There are, however, several problems with Mr. Waksal’s theories. As he notes, genetic markers are not always an accurate predictor of whether a drug will work or not (more on this below). Waksal tries to mitigate this problem by suggesting that the FDA could set up criteria for whether a drug is working or not in a particular patient. Among those criteria, he argues, could be anything from tumor shrinkage to overall survival. (On the irrelevance of tumor shrinkage to patients lives, see my blog.)
And Waksal’s argument that drug companies would agree to this approach when they make so much money now selling drugs to whole groups of people for whom they don’t work is some kind of fantasy. Shareholders do best when a company sells a lot of its products, whether people need them or not. This is capitalism, Mr. Waksal.
The Gene Sequencing Juggernaut
Moving beyond the op-ed page to the business page, on March 8 the New York Times printed a news article entitled Cost of Gene Sequencing Falls, Raising Hope for Medical Advances. The story is about the use of the power of computers to reduce the cost of
sequencing the human genome. The article’s introductory paragraphs contains the following sentence: “The promise is that low-cost gene sequencing will lead to a new era of personalized medicine, yielding new approaches for treating cancers and other serious diseases.”

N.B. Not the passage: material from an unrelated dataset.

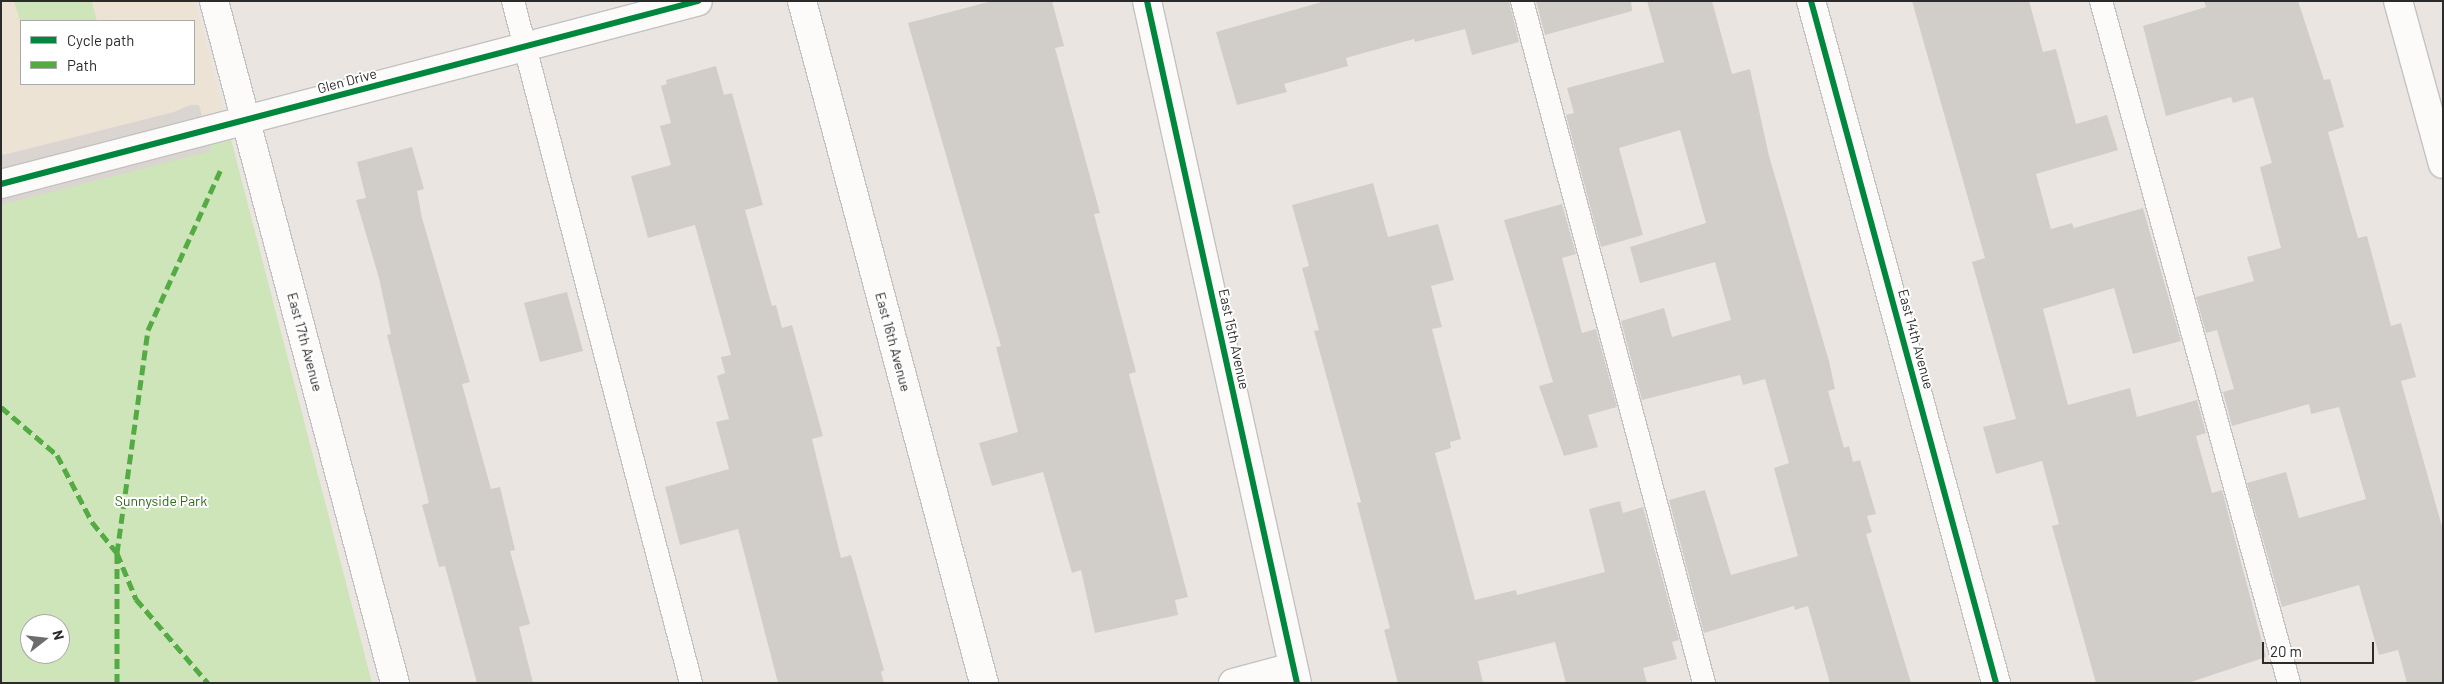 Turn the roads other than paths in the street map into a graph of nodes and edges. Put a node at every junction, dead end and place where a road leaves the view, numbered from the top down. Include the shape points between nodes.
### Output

This story, like the Waksal op-ed, is based on a premise about the coming holy grail of medicine: treatments targeted to person so they get only treatments that work for them. This is the promise of personalized medicine. Though it has been largely a pipe-dream, you wouldn’t know that from reading these articles. So keep reading.
Personalized Medicine Hits a Bump — Or is It a Land Mine?
In a story not covered by the “everything that’s fit to print” New York Times, the New England Journal of Medicine published a study on March 7 that belies the promise of personalized medicine based on genetic profiles. It turns out that a single tumor can have
multiple genetic profiles — some that indicate a good prognosis, and some that don’t. It also turns out that, when a cancer has spread beyond its original site (the breast for example) to other parts of the body, the genetic profiles of the cancer at the distant sites may be very different from the genetic profile(s) of the original tumor.
The Wall Street Journal article about this study called this a “bump” for personalized medicine. I would suggest it’s more than that. Every time we think we are coming to understand how cancer behaves, cancer tells us otherwise. As the New England Journal study tells us, genetic arrays will never get us to that understanding, because the genetics of cancer don’t follow a straight line. The folly was in ever thinking that they did.
How About Another Approach?
Rather than putting are all our eggs in the largely empty basket of the promise of personalized medicine brought to us by understanding genes, let’s put substantial resources into understanding what in the environment makes our genes go haywire in the first place. However difficult it may be to do this, an investment in this kind of research could hardly deliver less return than research promising the ever-elusive “cure” for cancer.